I neither have the time nor the income to traipse down to London to every exhibition I might want to see but I have been lucky to be able to peruse the massive and expensive tomes that pass for exhibition catalogues these days, for both Shunga: Sex and Pleasure in Japanese Art, at the British Museum, and Masterpieces of Chinese Painting 700 – 1900, at the Victorian and Albert.

There is, of course, plenty of Western erotic art around, some of it from the most unlikely figures. Turner and Lowry I believe indulged, if that is the right word, although I have not seen their efforts in this vein. What I am familiar with does not seem to have much to do with making love. It’s all about male lust often tinged with sadism. There are images on Greek pots and even Rembrandt has a couple of etchings of sex scenes, one of a monk rodgering a girl in a cornfield. Some of Picasso’s erotic images show women alone displaying themselves. Where the other sex is involved, and not in the forms of centaurs, satyrs or minotaurs, they display the same lustful characteristics. The many sculptor and model images suggest that the artist has leapt on his model as Rodin was reputed to do.

The Japanese shunga works are quite different. In the main, they show couples enjoying sex together. Women (I hesitate to write feminists for some are against penetration altogether) should approve, as there is great emphasis on female pleasure. Given the giant scale of the sexual organs of both sexes, there is no disguising the fact of male arousal but the curled toes of the women show an equal involvement. In one print, her furrowed brow, indicated with masterful economy by a tiny line, shows the intensity of the woman’s orgasm.

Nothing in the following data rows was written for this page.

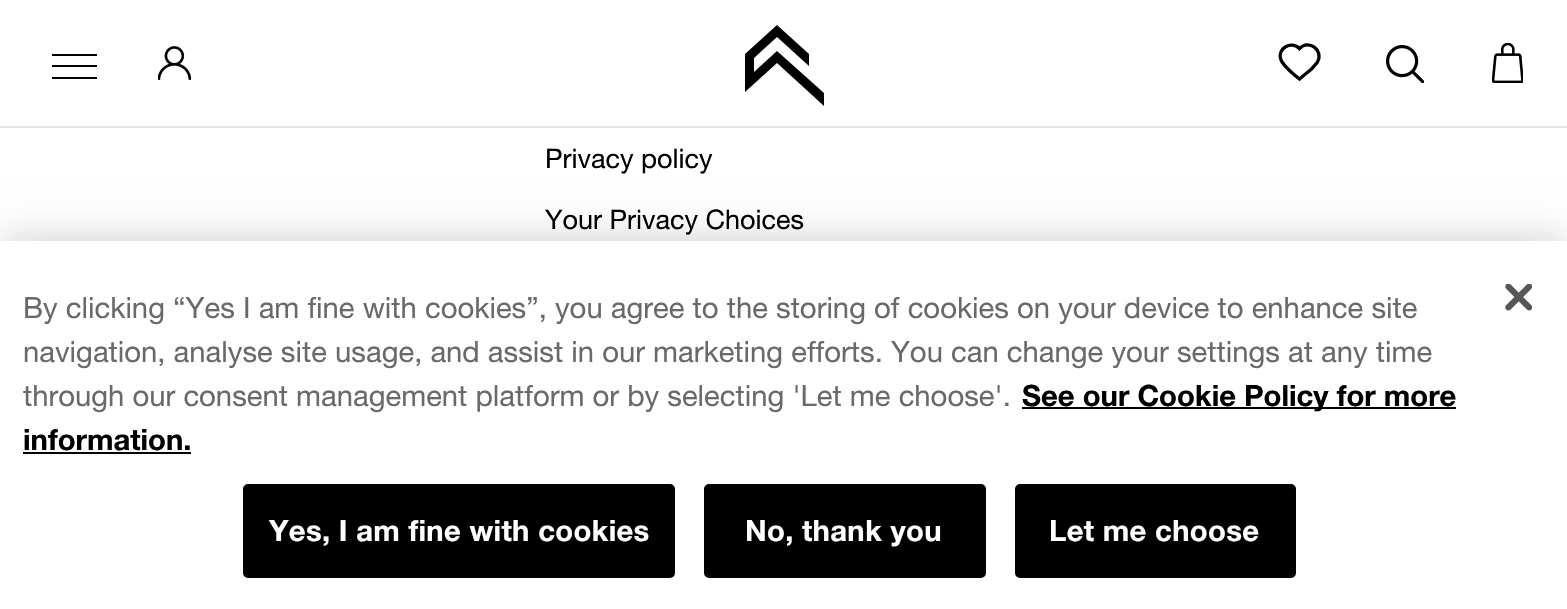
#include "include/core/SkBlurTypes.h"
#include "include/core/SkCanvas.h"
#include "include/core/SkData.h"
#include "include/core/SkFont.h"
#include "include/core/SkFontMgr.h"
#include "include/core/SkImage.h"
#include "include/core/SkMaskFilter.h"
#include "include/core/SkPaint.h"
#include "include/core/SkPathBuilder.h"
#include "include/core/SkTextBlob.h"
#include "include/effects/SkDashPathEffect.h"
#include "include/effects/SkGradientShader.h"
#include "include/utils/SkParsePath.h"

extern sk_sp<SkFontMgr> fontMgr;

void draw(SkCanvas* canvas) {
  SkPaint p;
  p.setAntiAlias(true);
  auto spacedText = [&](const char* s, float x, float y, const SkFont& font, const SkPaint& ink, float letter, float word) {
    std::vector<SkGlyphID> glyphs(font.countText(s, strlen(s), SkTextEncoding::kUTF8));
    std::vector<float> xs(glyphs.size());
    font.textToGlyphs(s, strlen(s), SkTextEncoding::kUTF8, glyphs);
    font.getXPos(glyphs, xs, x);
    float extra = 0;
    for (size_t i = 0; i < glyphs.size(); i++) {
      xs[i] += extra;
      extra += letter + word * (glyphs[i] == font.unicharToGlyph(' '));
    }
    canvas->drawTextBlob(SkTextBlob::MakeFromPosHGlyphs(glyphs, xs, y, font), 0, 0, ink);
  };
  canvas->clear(SK_ColorWHITE);
  p.setColor(SkColorSetRGB(230, 230, 230));
  canvas->drawRect(SkRect::MakeLTRB(0, 126, 1567, 128), p);
  p.setColor(SK_ColorBLACK);
  canvas->drawRect(SkRect::MakeLTRB(52, 54, 97, 56), p);
  canvas->drawRect(SkRect::MakeLTRB(52, 65, 97, 67), p);
  canvas->drawRect(SkRect::MakeLTRB(52, 77, 97, 79), p);
  canvas->drawImageRect(SkImages::DeferredFromEncodedData(SkData::MakeFromFileName("images/1.png")), SkRect::MakeLTRB(158, 46, 191, 80), SkSamplingOptions());
  canvas->drawPath(SkPathBuilder().moveTo(824, 93).lineTo(777, 51).lineTo(754, 72).lineTo(754, 58).lineTo(777, 37).lineTo(809, 66).lineTo(809, 54).lineTo(777, 25).lineTo(745, 54).lineTo(745, 92).lineTo(777, 63).lineTo(824, 106).close().detach(), p);
  p.setStyle(SkPaint::kStroke_Style);
  p.setStrokeWidth(3.3f);
  canvas->drawPath(SkPathBuilder().moveTo(1299.5f, 48.5f).cubicTo(1291.5f, 40, 1276.5f, 48.5f, 1281, 60).lineTo(1282, 62).cubicTo(1286.5f, 68.5f, 1293, 74, 1299.5f, 79).cubicTo(1303.5f, 75.5f, 1307.5f, 72.5f, 1311.5f, 69).lineTo(1317.5f, 62).cubicTo(1324, 50, 1308.5f, 39, 1299.5f, 48.5f).close().detach(), p);
  canvas->drawImageRect(SkImages::DeferredFromEncodedData(SkData::MakeFromFileName("images/2.png")), SkRect::MakeLTRB(1386, 45, 1424, 83), SkSamplingOptions());
  canvas->drawImageRect(SkImages::DeferredFromEncodedData(SkData::MakeFromFileName("images/3.png")), SkRect::MakeLTRB(1492, 43, 1523, 83), SkSamplingOptions());
  p.setStyle(SkPaint::kFill_Style);
  p.setColor(SkColorSetARGB(51, 0, 0, 0));
  p.setMaskFilter(SkMaskFilter::MakeBlur(kNormal_SkBlurStyle, 20));
  canvas->drawRect(SkRect::MakeLTRB(0, 241, 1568, 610), p);
  p.setMaskFilter(nullptr);
  p.setColor(SK_ColorWHITE);
  canvas->drawRect(SkRect::MakeLTRB(0, 241, 1567, 609), p);
  p.setColor(SK_ColorBLACK);
  canvas->drawRect(SkRect::MakeLTRB(1022, 407, 1456, 409), p);
  canvas->drawRect(SkRect::MakeLTRB(23, 452, 191, 454), p);
  canvas->drawRoundRect(SkRect::MakeLTRB(244, 485, 674, 577), 4, 4, p);
  p.setStyle(SkPaint::kStroke_Style);
  p.setStrokeWidth(2);
  canvas->drawRoundRect(SkRect::MakeLTRB(244, 485, 674, 577), 4, 4, p);
  p.setStyle(SkPaint::kFill_Style);
  canvas->drawRoundRect(SkRect::MakeLTRB(705, 485, 985, 577), 4, 4, p);
  p.setStyle(SkPaint::kStroke_Style);
  canvas->drawRoundRect(SkRect::MakeLTRB(705, 485, 985, 577), 4, 4, p);
  p.setStyle(SkPaint::kFill_Style);
  canvas->drawRoundRect(SkRect::MakeLTRB(1016, 485, 1295, 577), 4, 4, p);
  p.setStyle(SkPaint::kStroke_Style);
  canvas->drawRoundRect(SkRect::MakeLTRB(1016, 485, 1295, 577), 4, 4, p);
  canvas->drawImageRect(SkImages::DeferredFromEncodedData(SkData::MakeFromFileName("images/4.png")), SkRect::MakeLTRB(1505, 284, 1532, 311), SkSamplingOptions());
  SkFont font1(fontMgr->matchFamilyStyle("Helvetica Neue", SkFontStyle::Normal()), 27);
  font1.setSubpixel(true);
  p.setStyle(SkPaint::kFill_Style);
  canvas->drawString("Privacy policy", 545, 168, font1, p);
  canvas->drawString("Your Privacy Choices", 545, 229, font1, p);
  SkFont font2(fontMgr->matchFamilyStyle("Helvetica Neue", SkFontStyle::Normal()), 29.25f);
  font2.setSubpixel(true);
  p.setColor(SkColorSetRGB(105, 105, 105));
  canvas->drawString("By clicking “Yes I am fine with cookies”, you agree to the storing of cookies on your device to enhance site", 23, 318, font2, p);
  canvas->drawString("navigation, analyse site usage, and assist in our marketing efforts. You can change your settings at any time", 23, 362, font2, p);
  canvas->drawString("through our consent management platform or by selecting 'Let me choose'.", 23, 406, font2, p);
  SkFont font3(fontMgr->matchFamilyStyle("Helvetica Neue", SkFontStyle::Bold()), 29.25f);
  font3.setSubpixel(true);
  p.setColor(SK_ColorBLACK);
  canvas->drawString("See our Cookie Policy for more", 1022, 406, font3, p);
  canvas->drawString("information.", 23, 450, font3, p);
  p.setColor(SK_ColorWHITE);
  spacedText("Yes, I am fine with cookies", 269, 541, font3, p, 0.3f, 0);
  spacedText("No, thank you", 745, 541, font3, p, 0.3f, 0);
  spacedText("Let me choose", 1049, 541, font3, p, 0.3f, 0);
}
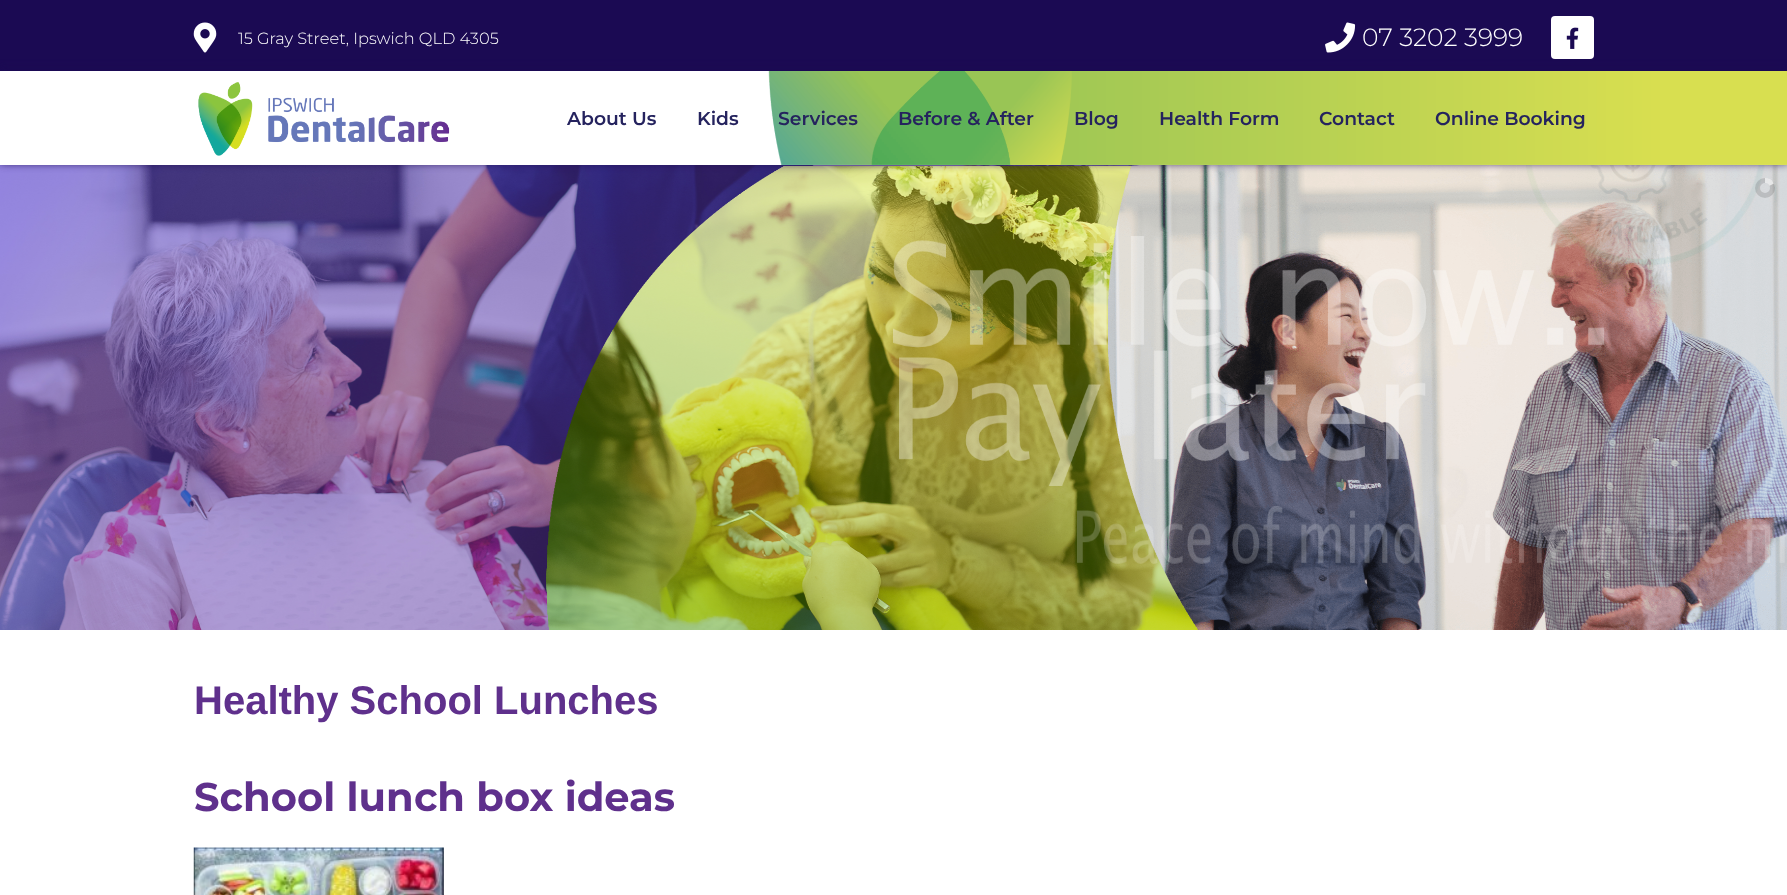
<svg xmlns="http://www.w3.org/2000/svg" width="1787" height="895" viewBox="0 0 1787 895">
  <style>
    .t1 { font: 300 16.25px Montserrat; fill: #fff; }
    .t2 { font: 300 25px Montserrat; fill: #fff; }
    .t3 { font: 600 18.75px Montserrat; fill: #25235e; }
    .t4 { font: bold 40px Liberation Sans; fill: #5f308c; }
    .t5 { font: bold 40px Montserrat; fill: #5f308c; }
  </style>
  <defs>
    <clipPath id="clip1"><rect x="1765" y="178" width="10" height="20"/></clipPath>
    <clipPath id="clip2"><path d="M1769.5 174.5L1774 183.5L1756 192.5L1751.5 183.5Z"/></clipPath>
  </defs>
  <rect width="100%" height="100%" fill="#fff"/>
  <rect x="0" y="0" width="1787" height="71" fill="#1b0a53"/>
  <image x="193" y="22" width="24" height="31" href="images/1.png"/>
  <text x="238" y="44" class="t1">15 Gray Street, Ipswich QLD 4305</text>
  <image x="1325" y="22" width="31" height="31" href="images/2.png"/>
  <text x="1362" y="46" class="t2">07 3202 3999</text>
  <rect x="1551" y="16" width="43" height="43" rx="4" fill="#fff"/>
  <image x="1566" y="27" width="13" height="22" href="images/3.png"/>
  <image x="812" y="165" width="327" height="1" href="images/7.png"/>
  <image x="0" y="165" width="814" height="465" href="images/6.png"/>
  <image x="546" y="166" width="652" height="464" href="images/9.png"/>
  <image x="1108" y="165" width="679" height="465" href="images/8.png"/>
  <image x="893" y="236" width="712" height="250" href="images/10.png"/>
  <image x="1526" y="165" width="239" height="101" href="images/11.png"/>
  <rect x="0" y="69" width="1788" height="94" fill="#1b0a53" filter="blur(4.5px)"/>
  <rect x="0" y="71" width="1787" height="94" fill="#fff"/>
  <image x="768" y="71" width="1019" height="94" href="images/4.png"/>
  <image x="198" y="82" width="252" height="74" href="images/5.png"/>
  <text x="567" y="125" class="t3">About Us</text>
  <text x="697" y="125" class="t3">Kids</text>
  <text x="778" y="125" class="t3">Services</text>
  <text x="898" y="125" class="t3">Before &amp; After</text>
  <text x="1074" y="125" class="t3">Blog</text>
  <text x="1159" y="125" class="t3">Health Form</text>
  <text x="1319" y="125" class="t3">Contact</text>
  <text x="1435" y="125" class="t3">Online Booking</text>
  <image x="1077" y="506" width="710" height="58" href="images/12.png"/>
  <circle cx="1765" cy="188" r="7.5" fill="none" stroke="#00000021" stroke-width="5"/>
  <g clip-path="url(#clip1)">
    <g clip-path="url(#clip2)">
      <path d="M1771.5 184.5C1776 193.5 1762.5 200 1758.5 191.5C1754 182.5 1767.5 176 1771.5 184.5Z" fill="none" stroke="#ffffffa6" stroke-width="5"/>
    </g>
  </g>
  <text x="194" y="714" class="t4">Healthy School Lunches</text>
  <text x="194" y="811" class="t5">School lunch box ideas</text>
  <image x="193" y="847" width="251" height="48" href="images/13.png"/>
</svg>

That said, the majority of images in this huge selection are not great works of art.  They are inevitably very repetitious. I was pleased to find that I have a selection of the very best of them by Utamaro, Shuncho and Kuniyoshi in a Thames and Hudson paperback that originally cost £2-50. One of the finest by Utamaro is not explicit at all. It shows a couple lying on a balcony gently touching each other’s face and neck. All that is exposed from under the loose and beautifully patterned fabrics is a glimpse of the woman’s thigh and slender buttocks.

In the exhibition of Chinese painting at the Victorian and Albert Museum the very lengthy scroll Prosperous Suzhou is the work I would have most liked to have seen. The reproduction in its entirety is too small to make anything of.  Leafing through the catalogue, I noted that the first reproduced detail could have been of the restaurant where a group of us ate on a visit to the city this year, but a fuller image later shows the city much changed. The scroll seems to have been made in imitation of the famous Riverside Scene in the Forbidden City, Beijing, painted about four hundred earlier later in the thirteenth century, which I have seen.

While in Suzhou, I visited the New Suzhou Museum designed by I. M. Pei of Louvre pyramid fame. He has a family connection with the city. There I saw an exhibition by a modern Chinese painter He Xi who works in ink and wash on quite a large scale and not in scroll form. His imagery includes fish, insects, plants, animal skins. His achievement is to bring forward the Chinese classical style in the most successful manner that I have come across. I have written before of a contemporary art cliché consisting of a sequence of identically framed variations usually with minimal content. In contrast to these dull works, He Xi has produced an intriguing version where landscapes in the styles of classical masters are contained in glass bottles of different shapes in a bonsai tribute to them. This was only one small part of a wonderful exhibition. I would have loved to take away a well-illustrated catalogue but none was available.    

One is always wary about passing opinions on work one has not actually seen. For this reason, had I been in London, I would certainly have gone to see the murals from the Burghclere Chapel that are being exhibited at Somerset House while the chapel is being restored. Some regard these as Spencer’s masterpiece. I disagree. Much of Spencer’s work, for me, is flawed by awkwardness and arbitrary distortion and some of these defects seem to be prominent in this memorial work based on the artist’s Great War  experience. The curved tops to some of the panels have led to unsatisfactory compositions. But what makes the total effect very ugly in every photograph I have seen is the white bands, broader than the faces of the largest figures that divide the paintings. If these were easel paintings, you would say that they were atrociously framed. Spencer must bear some responsibility. I have read that the scheme was closely based on a drawing of his. Apparently, he was inspired by Giotto’s murals in the Arena Chapel, Padua. But the dividing elements there are covered in geometric patterns, which make them blend in.

Surely, Spencer’s greatest work is the sequence of paintings he produced of the dockyards at Port Glasgow, as an official war artist during the Second World War. They are now in the Imperial War Museum but I was lucky to see them in an exhibition at the Scottish National Gallery, Edinburgh in 2000. The very long, unusually-shaped panels, each dedicated to a particular shipbuilder's craft, welding, riveting, plumbing etc., form tunnels of activity. Everything is lit by the glow of furnaces and welding torches forming harmonies of pinks, oranges and browns with contrasting notes of metallic blues. The figures are not stultified as they might have been if each was based on posed models yet there is not that wilful distortion that can mar some of Spencer’s other work. The actual paint handling is rather beautiful.

 Stanley Spencer (1891-1959) was a contemporary of Marcel Duchamp (1887-1968). Duchamp famously said to Leger and Brancusi, after looking at an aeroplane propeller, ‘Painting is dead.’ His masterpiece the Large Glass uses pictorially, engineering technology, the chocolate grinder and the water mill, that would have been known to Leonardo, perhaps even to the Greeks. Spencer, the eccentric English painter, whose main inspiration was early Renaissance masters, completed his greatest work from imagery drawn from the cutting edge technology of his day.